======== Record set ========

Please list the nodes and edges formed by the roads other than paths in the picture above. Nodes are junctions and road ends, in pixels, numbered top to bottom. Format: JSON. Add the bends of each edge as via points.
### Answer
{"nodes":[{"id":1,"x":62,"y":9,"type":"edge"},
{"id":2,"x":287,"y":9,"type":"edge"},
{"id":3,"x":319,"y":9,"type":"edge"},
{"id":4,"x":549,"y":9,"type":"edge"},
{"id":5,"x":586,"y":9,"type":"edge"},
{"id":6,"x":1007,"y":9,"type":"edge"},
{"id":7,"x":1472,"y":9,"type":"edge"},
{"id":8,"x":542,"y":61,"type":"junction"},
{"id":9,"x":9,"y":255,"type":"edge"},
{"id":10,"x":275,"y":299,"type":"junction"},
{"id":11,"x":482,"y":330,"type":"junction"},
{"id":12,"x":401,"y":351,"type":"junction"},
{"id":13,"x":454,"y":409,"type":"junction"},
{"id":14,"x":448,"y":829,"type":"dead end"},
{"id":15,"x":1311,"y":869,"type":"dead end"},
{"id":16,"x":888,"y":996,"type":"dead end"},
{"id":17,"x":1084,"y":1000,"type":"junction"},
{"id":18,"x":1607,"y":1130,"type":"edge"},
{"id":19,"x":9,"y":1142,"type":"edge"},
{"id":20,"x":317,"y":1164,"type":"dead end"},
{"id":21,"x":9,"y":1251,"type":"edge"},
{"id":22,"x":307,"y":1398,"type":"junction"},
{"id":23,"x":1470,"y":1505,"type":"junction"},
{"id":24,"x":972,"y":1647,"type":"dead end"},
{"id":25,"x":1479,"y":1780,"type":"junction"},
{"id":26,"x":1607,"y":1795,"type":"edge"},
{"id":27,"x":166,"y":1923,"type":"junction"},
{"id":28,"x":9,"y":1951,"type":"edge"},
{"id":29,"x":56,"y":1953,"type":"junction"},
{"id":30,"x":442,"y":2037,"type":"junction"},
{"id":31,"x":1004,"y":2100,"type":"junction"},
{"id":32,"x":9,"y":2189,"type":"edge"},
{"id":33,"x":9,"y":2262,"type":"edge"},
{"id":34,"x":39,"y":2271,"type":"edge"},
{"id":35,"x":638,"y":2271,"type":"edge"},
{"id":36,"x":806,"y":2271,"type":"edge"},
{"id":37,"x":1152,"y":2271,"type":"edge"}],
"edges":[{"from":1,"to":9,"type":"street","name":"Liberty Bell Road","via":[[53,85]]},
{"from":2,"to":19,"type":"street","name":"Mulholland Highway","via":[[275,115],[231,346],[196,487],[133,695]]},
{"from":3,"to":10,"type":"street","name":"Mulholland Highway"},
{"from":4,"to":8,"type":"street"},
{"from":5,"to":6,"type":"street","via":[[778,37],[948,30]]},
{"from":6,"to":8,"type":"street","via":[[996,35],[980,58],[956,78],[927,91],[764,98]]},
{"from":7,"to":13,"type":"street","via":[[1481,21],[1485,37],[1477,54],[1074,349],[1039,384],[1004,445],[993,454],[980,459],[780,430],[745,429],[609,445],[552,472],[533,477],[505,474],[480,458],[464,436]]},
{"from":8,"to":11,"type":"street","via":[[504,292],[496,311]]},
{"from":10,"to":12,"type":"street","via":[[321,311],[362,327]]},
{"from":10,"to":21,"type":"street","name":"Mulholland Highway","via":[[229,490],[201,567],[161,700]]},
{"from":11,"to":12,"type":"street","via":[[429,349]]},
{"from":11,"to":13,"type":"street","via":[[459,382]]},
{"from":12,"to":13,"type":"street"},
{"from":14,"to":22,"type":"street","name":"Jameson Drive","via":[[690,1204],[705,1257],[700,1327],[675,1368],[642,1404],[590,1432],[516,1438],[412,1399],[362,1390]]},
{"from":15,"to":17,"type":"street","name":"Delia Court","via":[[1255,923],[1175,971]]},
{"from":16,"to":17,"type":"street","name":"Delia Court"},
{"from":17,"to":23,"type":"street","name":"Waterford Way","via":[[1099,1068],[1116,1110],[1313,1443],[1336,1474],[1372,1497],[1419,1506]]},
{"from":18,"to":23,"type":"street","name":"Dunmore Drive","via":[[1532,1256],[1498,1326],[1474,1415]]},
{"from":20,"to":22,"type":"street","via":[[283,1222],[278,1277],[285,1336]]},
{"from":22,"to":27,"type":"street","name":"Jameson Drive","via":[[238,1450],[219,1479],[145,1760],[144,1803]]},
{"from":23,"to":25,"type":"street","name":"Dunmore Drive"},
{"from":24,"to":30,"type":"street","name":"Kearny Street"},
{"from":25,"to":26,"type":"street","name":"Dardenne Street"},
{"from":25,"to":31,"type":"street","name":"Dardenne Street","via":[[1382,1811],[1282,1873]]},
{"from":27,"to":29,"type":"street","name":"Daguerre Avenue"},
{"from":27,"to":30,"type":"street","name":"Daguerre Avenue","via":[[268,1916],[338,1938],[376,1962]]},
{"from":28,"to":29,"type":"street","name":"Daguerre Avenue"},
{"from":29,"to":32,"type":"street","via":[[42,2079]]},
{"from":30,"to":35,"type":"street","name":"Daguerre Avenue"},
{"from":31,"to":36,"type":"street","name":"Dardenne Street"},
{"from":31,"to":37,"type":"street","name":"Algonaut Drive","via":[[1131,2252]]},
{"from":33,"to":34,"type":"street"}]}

========

◆ **What to do**: All entries must be given again exactly.

◆ **Solution for this problem**:
Please list the nodes and edges formed by the roads other than paths in the picture above. Nodes are junctions and road ends, in pixels, numbered top to bottom. Format: JSON. Add the bends of each edge as via points.
### Answer
{"nodes":[{"id":1,"x":62,"y":9,"type":"edge"},
{"id":2,"x":287,"y":9,"type":"edge"},
{"id":3,"x":319,"y":9,"type":"edge"},
{"id":4,"x":549,"y":9,"type":"edge"},
{"id":5,"x":586,"y":9,"type":"edge"},
{"id":6,"x":1007,"y":9,"type":"edge"},
{"id":7,"x":1472,"y":9,"type":"edge"},
{"id":8,"x":542,"y":61,"type":"junction"},
{"id":9,"x":9,"y":255,"type":"edge"},
{"id":10,"x":275,"y":299,"type":"junction"},
{"id":11,"x":482,"y":330,"type":"junction"},
{"id":12,"x":401,"y":351,"type":"junction"},
{"id":13,"x":454,"y":409,"type":"junction"},
{"id":14,"x":448,"y":829,"type":"dead end"},
{"id":15,"x":1311,"y":869,"type":"dead end"},
{"id":16,"x":888,"y":996,"type":"dead end"},
{"id":17,"x":1084,"y":1000,"type":"junction"},
{"id":18,"x":1607,"y":1130,"type":"edge"},
{"id":19,"x":9,"y":1142,"type":"edge"},
{"id":20,"x":317,"y":1164,"type":"dead end"},
{"id":21,"x":9,"y":1251,"type":"edge"},
{"id":22,"x":307,"y":1398,"type":"junction"},
{"id":23,"x":1470,"y":1505,"type":"junction"},
{"id":24,"x":972,"y":1647,"type":"dead end"},
{"id":25,"x":1479,"y":1780,"type":"junction"},
{"id":26,"x":1607,"y":1795,"type":"edge"},
{"id":27,"x":166,"y":1923,"type":"junction"},
{"id":28,"x":9,"y":1951,"type":"edge"},
{"id":29,"x":56,"y":1953,"type":"junction"},
{"id":30,"x":442,"y":2037,"type":"junction"},
{"id":31,"x":1004,"y":2100,"type":"junction"},
{"id":32,"x":9,"y":2189,"type":"edge"},
{"id":33,"x":9,"y":2262,"type":"edge"},
{"id":34,"x":39,"y":2271,"type":"edge"},
{"id":35,"x":638,"y":2271,"type":"edge"},
{"id":36,"x":806,"y":2271,"type":"edge"},
{"id":37,"x":1152,"y":2271,"type":"edge"}],
"edges":[{"from":1,"to":9,"type":"street","name":"Liberty Bell Road","via":[[53,85]]},
{"from":2,"to":19,"type":"street","name":"Mulholland Highway","via":[[275,115],[231,346],[196,487],[133,695]]},
{"from":3,"to":10,"type":"street","name":"Mulholland Highway"},
{"from":4,"to":8,"type":"street"},
{"from":5,"to":6,"type":"street","via":[[778,37],[948,30]]},
{"from":6,"to":8,"type":"street","via":[[996,35],[980,58],[956,78],[927,91],[764,98]]},
{"from":7,"to":13,"type":"street","via":[[1481,21],[1485,37],[1477,54],[1074,349],[1039,384],[1004,445],[993,454],[980,459],[780,430],[745,429],[609,445],[552,472],[533,477],[505,474],[480,458],[464,436]]},
{"from":8,"to":11,"type":"street","via":[[504,292],[496,311]]},
{"from":10,"to":12,"type":"street","via":[[321,311],[362,327]]},
{"from":10,"to":21,"type":"street","name":"Mulholland Highway","via":[[229,490],[201,567],[161,700]]},
{"from":11,"to":12,"type":"street","via":[[429,349]]},
{"from":11,"to":13,"type":"street","via":[[459,382]]},
{"from":12,"to":13,"type":"street"},
{"from":14,"to":22,"type":"street","name":"Jameson Drive","via":[[690,1204],[705,1257],[700,1327],[675,1368],[642,1404],[590,1432],[516,1438],[412,1399],[362,1390]]},
{"from":15,"to":17,"type":"street","name":"Delia Court","via":[[1255,923],[1175,971]]},
{"from":16,"to":17,"type":"street","name":"Delia Court"},
{"from":17,"to":23,"type":"street","name":"Waterford Way","via":[[1099,1068],[1116,1110],[1313,1443],[1336,1474],[1372,1497],[1419,1506]]},
{"from":18,"to":23,"type":"street","name":"Dunmore Drive","via":[[1532,1256],[1498,1326],[1474,1415]]},
{"from":20,"to":22,"type":"street","via":[[283,1222],[278,1277],[285,1336]]},
{"from":22,"to":27,"type":"street","name":"Jameson Drive","via":[[238,1450],[219,1479],[145,1760],[144,1803]]},
{"from":23,"to":25,"type":"street","name":"Dunmore Drive"},
{"from":24,"to":30,"type":"street","name":"Kearny Street"},
{"from":25,"to":26,"type":"street","name":"Dardenne Street"},
{"from":25,"to":31,"type":"street","name":"Dardenne Street","via":[[1382,1811],[1282,1873]]},
{"from":27,"to":29,"type":"street","name":"Daguerre Avenue"},
{"from":27,"to":30,"type":"street","name":"Daguerre Avenue","via":[[268,1916],[338,1938],[376,1962]]},
{"from":28,"to":29,"type":"street","name":"Daguerre Avenue"},
{"from":29,"to":32,"type":"street","via":[[42,2079]]},
{"from":30,"to":35,"type":"street","name":"Daguerre Avenue"},
{"from":31,"to":36,"type":"street","name":"Dardenne Street"},
{"from":31,"to":37,"type":"street","name":"Algonaut Drive","via":[[1131,2252]]},
{"from":33,"to":34,"type":"street"}]}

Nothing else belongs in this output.